Content starts

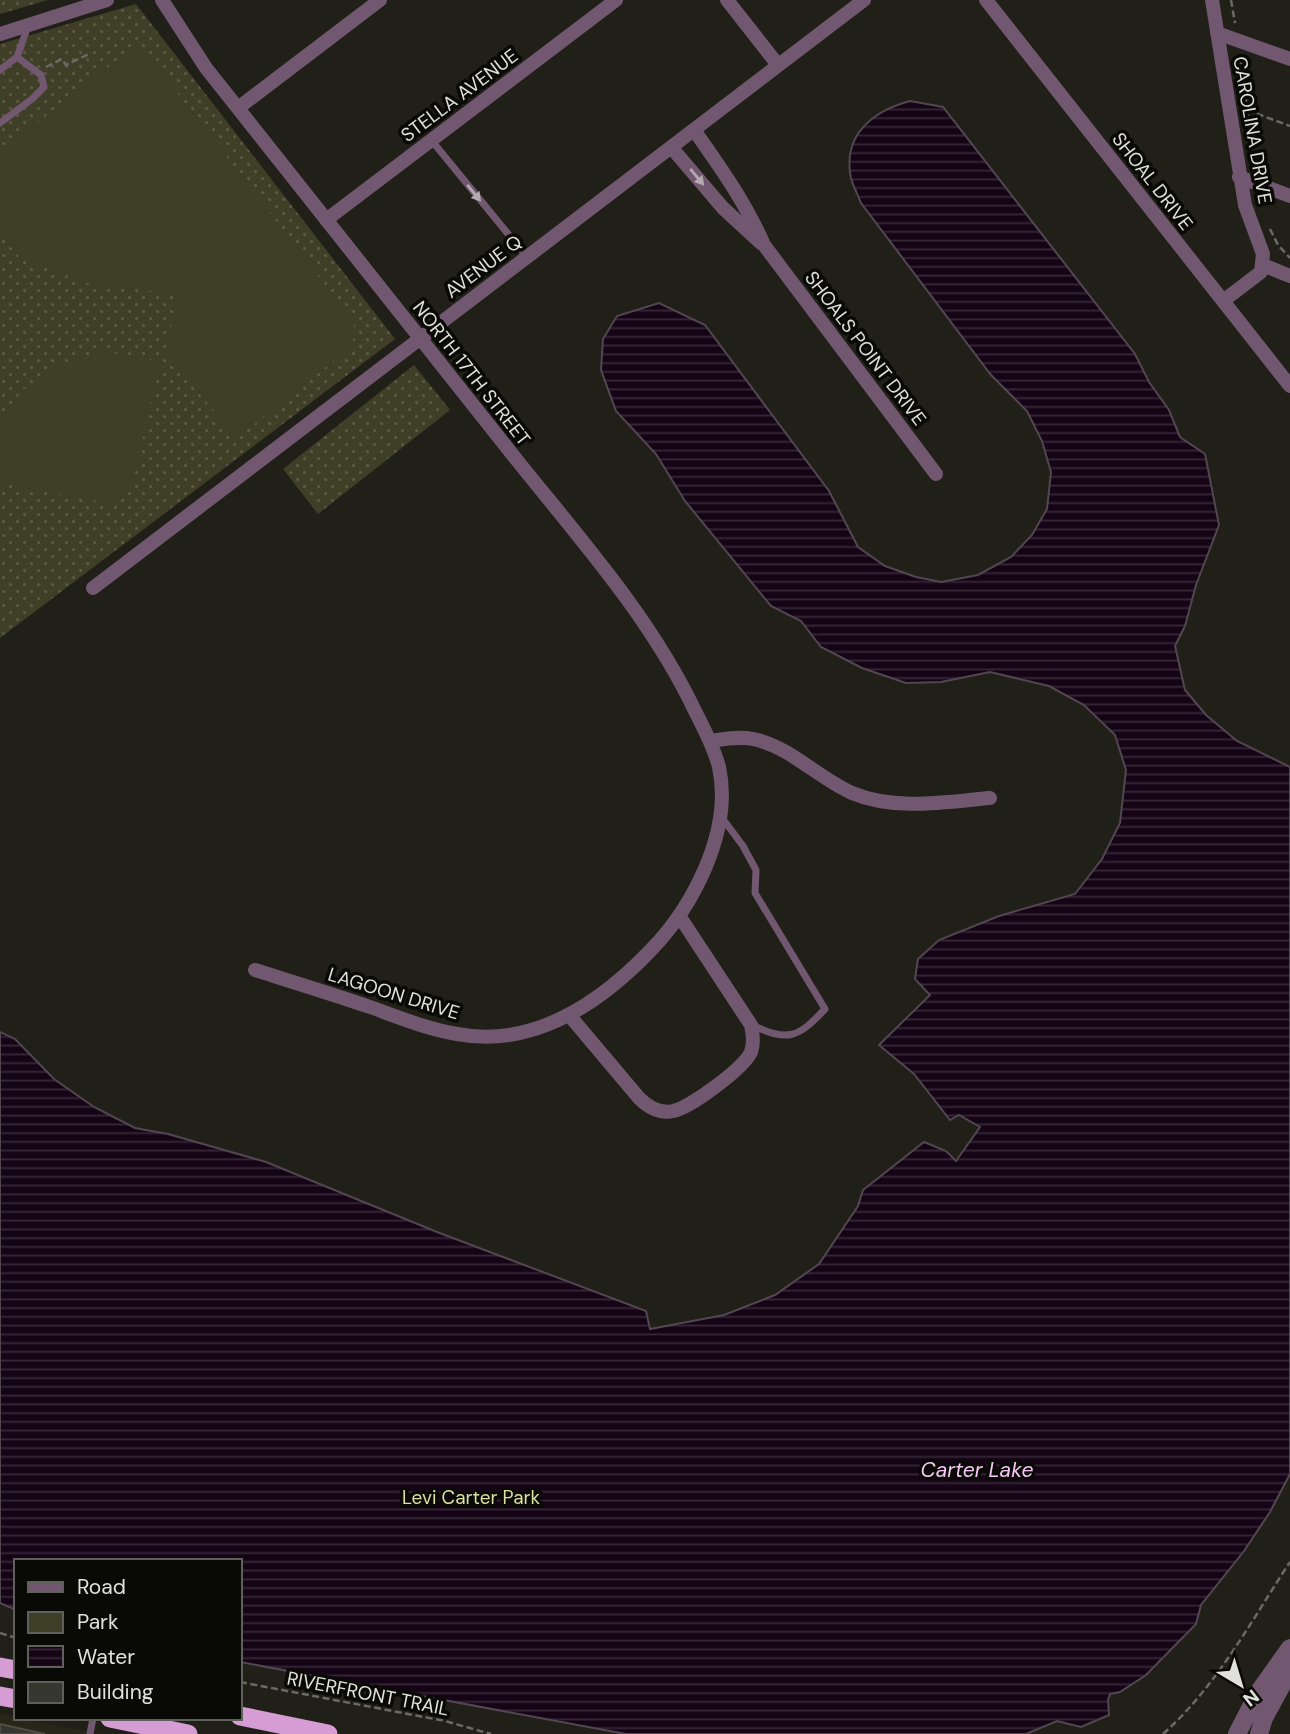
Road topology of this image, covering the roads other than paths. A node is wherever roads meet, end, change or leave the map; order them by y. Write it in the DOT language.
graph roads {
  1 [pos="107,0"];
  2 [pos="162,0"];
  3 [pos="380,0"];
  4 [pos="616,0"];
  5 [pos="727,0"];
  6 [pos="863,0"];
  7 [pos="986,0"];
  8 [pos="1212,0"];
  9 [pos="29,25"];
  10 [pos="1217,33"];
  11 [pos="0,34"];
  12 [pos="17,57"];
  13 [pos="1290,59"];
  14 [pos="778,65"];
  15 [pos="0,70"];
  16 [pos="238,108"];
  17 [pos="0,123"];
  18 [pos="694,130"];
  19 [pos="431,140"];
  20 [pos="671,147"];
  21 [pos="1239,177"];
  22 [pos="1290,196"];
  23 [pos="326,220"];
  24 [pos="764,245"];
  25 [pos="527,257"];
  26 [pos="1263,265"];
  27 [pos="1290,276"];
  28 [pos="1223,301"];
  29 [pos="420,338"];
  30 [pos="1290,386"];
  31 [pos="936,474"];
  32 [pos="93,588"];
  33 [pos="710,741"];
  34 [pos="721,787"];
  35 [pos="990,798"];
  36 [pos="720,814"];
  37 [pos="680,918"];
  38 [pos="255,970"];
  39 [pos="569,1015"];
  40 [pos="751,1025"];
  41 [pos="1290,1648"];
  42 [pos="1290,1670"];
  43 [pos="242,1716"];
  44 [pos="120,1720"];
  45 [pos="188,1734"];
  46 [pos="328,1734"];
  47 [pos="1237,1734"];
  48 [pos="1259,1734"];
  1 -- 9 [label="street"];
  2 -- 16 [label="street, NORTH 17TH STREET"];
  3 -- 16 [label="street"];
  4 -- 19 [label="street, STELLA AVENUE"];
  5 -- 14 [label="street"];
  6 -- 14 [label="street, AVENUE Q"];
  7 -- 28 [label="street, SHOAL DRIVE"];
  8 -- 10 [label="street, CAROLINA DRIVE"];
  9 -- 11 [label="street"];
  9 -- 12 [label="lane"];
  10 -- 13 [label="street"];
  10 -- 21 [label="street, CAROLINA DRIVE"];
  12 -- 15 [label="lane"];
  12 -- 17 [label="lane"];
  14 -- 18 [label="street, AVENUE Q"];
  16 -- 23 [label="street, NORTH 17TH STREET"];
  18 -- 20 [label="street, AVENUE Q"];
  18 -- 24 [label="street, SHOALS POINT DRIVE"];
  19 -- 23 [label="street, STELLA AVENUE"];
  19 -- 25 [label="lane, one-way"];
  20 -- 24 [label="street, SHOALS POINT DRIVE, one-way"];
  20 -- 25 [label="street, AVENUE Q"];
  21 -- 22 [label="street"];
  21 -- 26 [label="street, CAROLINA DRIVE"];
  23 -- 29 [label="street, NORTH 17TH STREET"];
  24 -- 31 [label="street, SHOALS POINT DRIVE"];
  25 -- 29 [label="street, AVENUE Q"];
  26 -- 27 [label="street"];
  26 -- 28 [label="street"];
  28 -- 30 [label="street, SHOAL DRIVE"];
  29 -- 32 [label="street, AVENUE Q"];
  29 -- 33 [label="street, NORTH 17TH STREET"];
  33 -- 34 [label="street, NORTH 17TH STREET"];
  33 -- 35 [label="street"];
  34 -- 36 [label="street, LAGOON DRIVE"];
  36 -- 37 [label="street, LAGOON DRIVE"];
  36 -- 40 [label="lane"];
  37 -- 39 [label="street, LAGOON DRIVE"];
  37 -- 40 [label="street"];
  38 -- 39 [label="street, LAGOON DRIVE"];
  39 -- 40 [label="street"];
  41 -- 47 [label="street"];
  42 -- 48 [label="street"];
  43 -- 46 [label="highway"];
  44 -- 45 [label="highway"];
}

Content ends

■ **What you will do**:
Please reproduce each entry above word for word and keep the pictures out of the copy.

■ **Exercise response**:
Road topology of this image, covering the roads other than paths. A node is wherever roads meet, end, change or leave the map; order them by y. Write it in the DOT language.
graph roads {
  1 [pos="107,0"];
  2 [pos="162,0"];
  3 [pos="380,0"];
  4 [pos="616,0"];
  5 [pos="727,0"];
  6 [pos="863,0"];
  7 [pos="986,0"];
  8 [pos="1212,0"];
  9 [pos="29,25"];
  10 [pos="1217,33"];
  11 [pos="0,34"];
  12 [pos="17,57"];
  13 [pos="1290,59"];
  14 [pos="778,65"];
  15 [pos="0,70"];
  16 [pos="238,108"];
  17 [pos="0,123"];
  18 [pos="694,130"];
  19 [pos="431,140"];
  20 [pos="671,147"];
  21 [pos="1239,177"];
  22 [pos="1290,196"];
  23 [pos="326,220"];
  24 [pos="764,245"];
  25 [pos="527,257"];
  26 [pos="1263,265"];
  27 [pos="1290,276"];
  28 [pos="1223,301"];
  29 [pos="420,338"];
  30 [pos="1290,386"];
  31 [pos="936,474"];
  32 [pos="93,588"];
  33 [pos="710,741"];
  34 [pos="721,787"];
  35 [pos="990,798"];
  36 [pos="720,814"];
  37 [pos="680,918"];
  38 [pos="255,970"];
  39 [pos="569,1015"];
  40 [pos="751,1025"];
  41 [pos="1290,1648"];
  42 [pos="1290,1670"];
  43 [pos="242,1716"];
  44 [pos="120,1720"];
  45 [pos="188,1734"];
  46 [pos="328,1734"];
  47 [pos="1237,1734"];
  48 [pos="1259,1734"];
  1 -- 9 [label="street"];
  2 -- 16 [label="street, NORTH 17TH STREET"];
  3 -- 16 [label="street"];
  4 -- 19 [label="street, STELLA AVENUE"];
  5 -- 14 [label="street"];
  6 -- 14 [label="street, AVENUE Q"];
  7 -- 28 [label="street, SHOAL DRIVE"];
  8 -- 10 [label="street, CAROLINA DRIVE"];
  9 -- 11 [label="street"];
  9 -- 12 [label="lane"];
  10 -- 13 [label="street"];
  10 -- 21 [label="street, CAROLINA DRIVE"];
  12 -- 15 [label="lane"];
  12 -- 17 [label="lane"];
  14 -- 18 [label="street, AVENUE Q"];
  16 -- 23 [label="street, NORTH 17TH STREET"];
  18 -- 20 [label="street, AVENUE Q"];
  18 -- 24 [label="street, SHOALS POINT DRIVE"];
  19 -- 23 [label="street, STELLA AVENUE"];
  19 -- 25 [label="lane, one-way"];
  20 -- 24 [label="street, SHOALS POINT DRIVE, one-way"];
  20 -- 25 [label="street, AVENUE Q"];
  21 -- 22 [label="street"];
  21 -- 26 [label="street, CAROLINA DRIVE"];
  23 -- 29 [label="street, NORTH 17TH STREET"];
  24 -- 31 [label="street, SHOALS POINT DRIVE"];
  25 -- 29 [label="street, AVENUE Q"];
  26 -- 27 [label="street"];
  26 -- 28 [label="street"];
  28 -- 30 [label="street, SHOAL DRIVE"];
  29 -- 32 [label="street, AVENUE Q"];
  29 -- 33 [label="street, NORTH 17TH STREET"];
  33 -- 34 [label="street, NORTH 17TH STREET"];
  33 -- 35 [label="street"];
  34 -- 36 [label="street, LAGOON DRIVE"];
  36 -- 37 [label="street, LAGOON DRIVE"];
  36 -- 40 [label="lane"];
  37 -- 39 [label="street, LAGOON DRIVE"];
  37 -- 40 [label="street"];
  38 -- 39 [label="street, LAGOON DRIVE"];
  39 -- 40 [label="street"];
  41 -- 47 [label="street"];
  42 -- 48 [label="street"];
  43 -- 46 [label="highway"];
  44 -- 45 [label="highway"];
}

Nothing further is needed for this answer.